From choosing bad names for things, to just poor API design.
Sometimes it may feel like you'll be stuck with your mistakes forever.
I know I sure did.
But it's not forever — there is a way to fix things.
A way that doesn't require throwing everything out and retrying with a new API version.
But first, some context.
The great mistake
Mid last year, I happily released a redesign of our distribution API.
Version 1 of the distribution API started as a small proof-of-concept written in Go.
Essentially, it was a micro-service that glued together Keygen's licensing API and AWS S3, put onto its own domain. It stored artifacts gated by license validation.
It was pretty hacky, but it proved that people would pay for the concept.
Version 2 of the distribution API was a complete rewrite, written in Ruby instead of Go, and completely integrated with our Rails-based licensing API.
At the time, I thought it was some of my greatest work.
The code was beautiful.
After months of development and testing, I deployed it.
And customers started to use it.
But months passed, usage grew, and I started to see some major design mistakes. And depending on their use case, so did my customers.
What were the mistakes? Well, all of them boiled down to this:
I assumed that a release object would only have a single artifact.

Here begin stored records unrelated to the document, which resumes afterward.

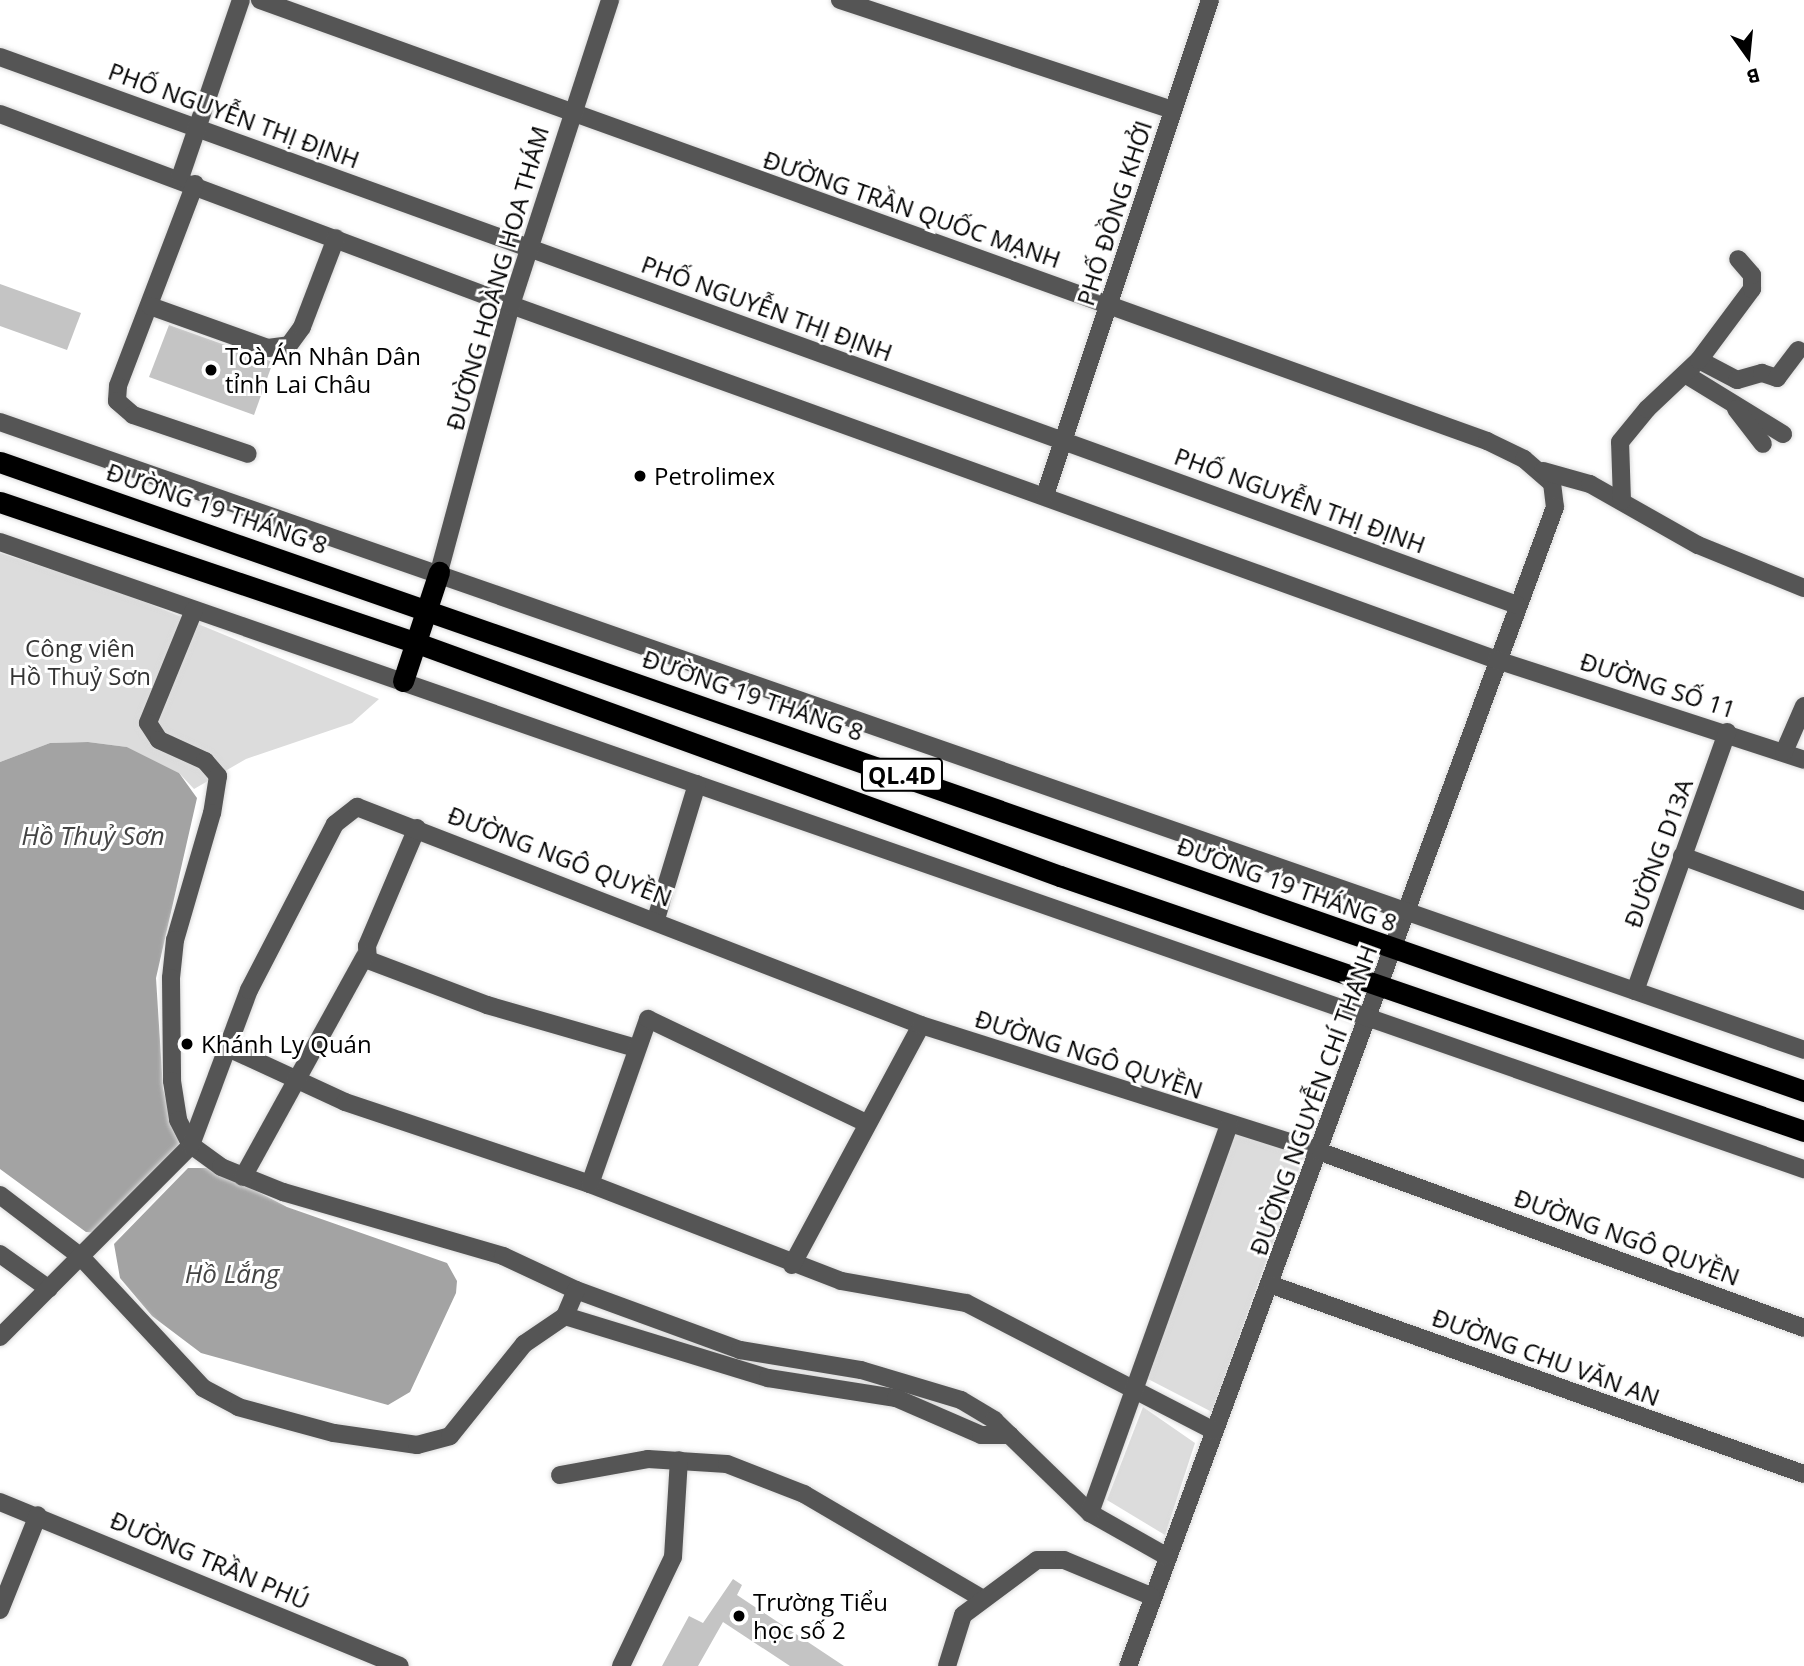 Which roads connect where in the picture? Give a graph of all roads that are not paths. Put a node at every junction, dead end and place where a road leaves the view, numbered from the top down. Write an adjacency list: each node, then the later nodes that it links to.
1 (241, 0): 10 (street)
2 (260, 0): 8 (street, ĐƯỜNG TRẦN QUỐC MẠNH)
3 (610, 0): 8 (street, ĐƯỜNG HOÀNG HOA THÁM)
4 (840, 0): 7 (street)
5 (1209, 0): 7 (street, PHỐ ĐỒNG KHỞI)
6 (0, 57): 10 (street, PHỐ NGUYỄN THỊ ĐỊNH)
7 (1173, 110): 15 (street, PHỐ ĐỒNG KHỞI)
8 (572, 112): 13 (street, ĐƯỜNG HOÀNG HOA THÁM); 15 (street, ĐƯỜNG TRẦN QUỐC MẠNH)
9 (0, 114): 11 (street)
10 (197, 126): 11 (street); 13 (street, PHỐ NGUYỄN THỊ ĐỊNH)
11 (187, 181): 12 (street); 17 (street)
12 (336, 238): 16 (street); 17 (street)
13 (530, 250): 16 (street, ĐƯỜNG HOÀNG HOA THÁM); 24 (street, PHỐ NGUYỄN THỊ ĐỊNH)
14 (1738, 259): 19 (street)
15 (1111, 304): 24 (street, PHỐ ĐỒNG KHỞI); 28 (street, ĐƯỜNG TRẦN QUỐC MẠNH)
16 (511, 305): 29 (street); 33 (street, ĐƯỜNG HOÀNG HOA THÁM)
17 (150, 306): 26 (street)
18 (1798, 350): 19 (street)
19 (1699, 360): 20 (street)
20 (1685, 374): 21 (street); 30 (street)
21 (1736, 409): 23 (street); 25 (street)
22 (0, 422): 33 (street, ĐƯỜNG 19 THÁNG 8)
23 (1783, 434)
24 (1064, 440): 29 (street, PHỐ ĐỒNG KHỞI); 35 (street, PHỐ NGUYỄN THỊ ĐỊNH)
25 (1763, 444)
26 (248, 454)
27 (0, 462): 36 (highway, ĐƯỜNG 19 THÁNG 8 / QL.4D)
28 (1543, 471): 30 (street, ĐƯỜNG TRẦN QUỐC MẠNH); 35 (street, ĐƯỜNG NGUYỄN CHÍ THANH)
29 (1045, 495): 39 (street)
30 (1622, 501): 34 (street, ĐƯỜNG TRẦN QUỐC MẠNH)
31 (0, 502): 38 (highway, QL.4D)
32 (0, 542): 37 (street)
33 (439, 572): 36 (highway); 49 (street, ĐƯỜNG 19 THÁNG 8)
34 (1804, 588)
35 (1517, 605): 39 (street, ĐƯỜNG NGUYỄN CHÍ THANH)
36 (427, 609): 38 (highway); 51 (highway, ĐƯỜNG 19 THÁNG 8 / QL.4D)
37 (194, 610): 40 (street); 65 (street)
38 (417, 643): 40 (highway); 53 (highway, QL.4D)
39 (1497, 660): 42 (street, ĐƯỜNG SỐ 11); 49 (street, ĐƯỜNG NGUYỄN CHÍ THANH)
40 (403, 681): 45 (street)
41 (1804, 706): 43 (street)
42 (1727, 732): 43 (street, ĐƯỜNG SỐ 11); 47 (street, ĐƯỜNG D13A)
43 (1784, 752): 44 (street, ĐƯỜNG SỐ 11)
44 (1804, 760)
45 (697, 784): 50 (street); 55 (street)
46 (417, 828): 50 (street, ĐƯỜNG NGÔ QUYỀN); 52 (street); 57 (street, ĐƯỜNG NGÔ QUYỀN)
47 (1682, 856): 48 (street); 54 (street, ĐƯỜNG D13A)
48 (1804, 901)
49 (1406, 915): 51 (street, ĐƯỜNG NGUYỄN CHÍ THANH); 54 (street, ĐƯỜNG 19 THÁNG 8)
50 (656, 919): 56 (street, ĐƯỜNG NGÔ QUYỀN)
51 (1392, 950): 53 (street, ĐƯỜNG NGUYỄN CHÍ THANH); 61 (highway, ĐƯỜNG 19 THÁNG 8 / QL.4D)
52 (365, 956): 58 (street); 60 (street)
53 (1378, 985): 55 (street, ĐƯỜNG NGUYỄN CHÍ THANH); 64 (highway, QL.4D)
54 (1635, 990): 59 (street, ĐƯỜNG 19 THÁNG 8)
55 (1366, 1016): 66 (street, ĐƯỜNG NGUYỄN CHÍ THANH); 67 (street)
56 (921, 1025): 62 (street); 63 (street, ĐƯỜNG NGÔ QUYỀN)
57 (226, 1047): 60 (street); 65 (street)
58 (636, 1048): 62 (street); 69 (street)
59 (1804, 1050)
60 (300, 1082): 68 (street); 69 (street)
61 (1804, 1091)
62 (866, 1123): 73 (street)
63 (1229, 1125): 66 (street, ĐƯỜNG NGÔ QUYỀN); 80 (street)
64 (1804, 1131)
65 (191, 1144): 68 (street); 72 (street)
66 (1321, 1152): 74 (street, ĐƯỜNG NGUYỄN CHÍ THANH); 78 (street, ĐƯỜNG NGÔ QUYỀN)
67 (1804, 1169)
68 (243, 1177): 76 (street)
69 (590, 1185): 73 (street)
70 (0, 1195): 72 (street)
71 (0, 1254): 75 (street)
72 (80, 1257): 75 (street); 77 (street)
73 (792, 1265): 80 (street)
74 (1272, 1285): 81 (street, ĐƯỜNG NGUYỄN CHÍ THANH); 84 (street, ĐƯỜNG CHU VĂN AN)
75 (49, 1289): 79 (street)
76 (576, 1290): 77 (street); 82 (street)
77 (565, 1315): 82 (street)
78 (1804, 1328)
79 (0, 1337)
80 (1130, 1390): 81 (street); 87 (street)
81 (1214, 1431): 89 (street, ĐƯỜNG NGUYỄN CHÍ THANH)
82 (1010, 1435): 87 (street)
83 (679, 1460): 85 (street); 91 (street); 95 (street)
84 (1804, 1474)
85 (560, 1475)
86 (0, 1502): 88 (street, ĐƯỜNG TRẦN PHÚ)
87 (1090, 1513): 89 (street)
88 (37, 1515): 92 (street); 94 (street, ĐƯỜNG TRẦN PHÚ)
89 (1166, 1556): 90 (street, ĐƯỜNG NGUYỄN CHÍ THANH)
90 (1151, 1596): 91 (street); 93 (street, ĐƯỜNG NGUYỄN CHÍ THANH)
91 (981, 1598): 96 (street)
92 (0, 1610)
93 (1132, 1665)
94 (400, 1666)
95 (621, 1666)
96 (947, 1666)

Instead of treating a release like a bucket of artifacts, I chose to treat a release as an artifact. What should have been two models, ended up being one.
My original thinking was kind-of-sort-of modeling a file-system, where each release was a "file" with a unique filename. But it just wasn't the right thinking.
This bad thinking meant that there wasn't just a single "v1" release — there were many, all with different filenames, filetypes and platforms, and on various architectures.
Because of this, you couldn't have multiple versions of the same artifact. For example, you could only have 1 artifact called stable.yml
— the latest version.
This made trivial things a challenge, such as displaying all v1 releases on a page.
And some things impossible, such as accessing previous versions of an artifact.
It also made a typical draft to published flow super tough, since every release's published status had to be managed separately. There wasn't a quick "publish all."
The design just didn't stand up to the real world.
I had made a big mistake, and it only took me a few months to realize it. Just enough time for customers to depend on my mistakes!
I should have caught onto the mistake earlier, while I was writing tests, but I didn't.
And this mistake introduced so many other compounding issues that I almost wanted to throw the whole thing out and restart.
It sucked, and I felt absolutely stuck.
I thought —
"Should I go ahead and scrap v2 and start working on a v3?"
"What would my customers think?"
After all, some of them just upgraded from the old version.
"Am I prepared to maintain multiple versions?"
No, I'm not.
But the changes were just too big to do otherwise.
At the time, I happened to stumble upon an old GitHub issue I had opened in early 2019, titled "Come up with a good API versioning strategy."
It linked to some great articles by Stripe and Intercom on API versioning.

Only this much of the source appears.